■ **Directions**: For every line in the data below, check for the word "index", then state how many lines have it. Answer with the number only.

Data extracts: Begin

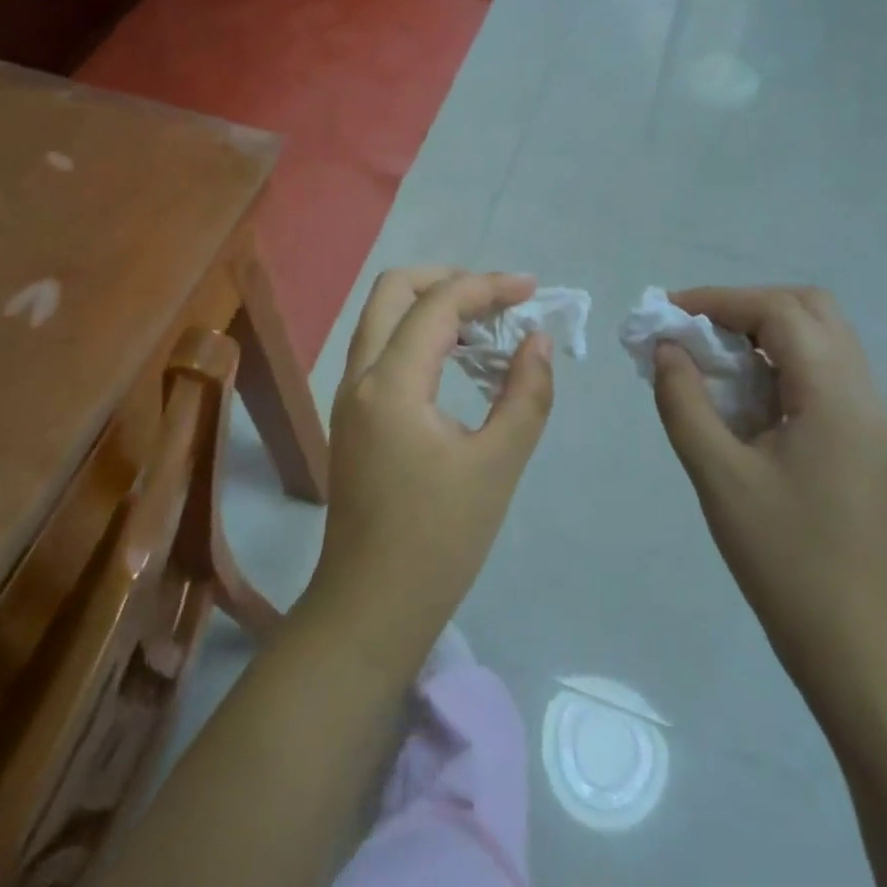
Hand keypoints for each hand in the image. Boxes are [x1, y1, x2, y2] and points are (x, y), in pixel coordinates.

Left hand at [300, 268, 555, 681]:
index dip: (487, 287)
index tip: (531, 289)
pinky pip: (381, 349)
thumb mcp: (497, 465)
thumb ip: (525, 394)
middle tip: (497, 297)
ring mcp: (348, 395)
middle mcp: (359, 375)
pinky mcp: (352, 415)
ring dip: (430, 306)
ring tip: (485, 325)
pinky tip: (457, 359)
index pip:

Data extracts: End
Data extracts: Begin

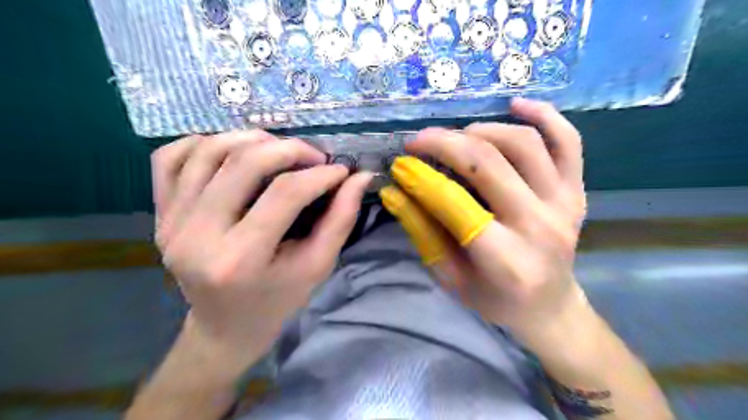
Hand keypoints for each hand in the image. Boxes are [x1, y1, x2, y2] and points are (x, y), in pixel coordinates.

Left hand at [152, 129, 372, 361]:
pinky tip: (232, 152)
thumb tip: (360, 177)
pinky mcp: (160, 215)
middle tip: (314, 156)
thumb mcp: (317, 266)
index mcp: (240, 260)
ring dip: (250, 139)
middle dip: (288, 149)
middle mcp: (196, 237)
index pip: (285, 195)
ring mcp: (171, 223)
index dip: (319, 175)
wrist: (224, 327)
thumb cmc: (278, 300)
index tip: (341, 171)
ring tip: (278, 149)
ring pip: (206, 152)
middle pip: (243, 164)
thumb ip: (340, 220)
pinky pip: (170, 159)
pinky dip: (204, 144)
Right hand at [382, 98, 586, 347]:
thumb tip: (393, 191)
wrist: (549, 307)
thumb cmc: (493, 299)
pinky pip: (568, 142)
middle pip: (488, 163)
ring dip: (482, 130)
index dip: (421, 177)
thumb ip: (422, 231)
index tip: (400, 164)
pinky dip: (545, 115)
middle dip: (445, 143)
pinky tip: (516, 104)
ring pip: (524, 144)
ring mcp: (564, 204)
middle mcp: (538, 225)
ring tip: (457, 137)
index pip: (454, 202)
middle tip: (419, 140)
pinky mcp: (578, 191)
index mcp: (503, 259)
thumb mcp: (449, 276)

Data extracts: End

■ **Response area**: 11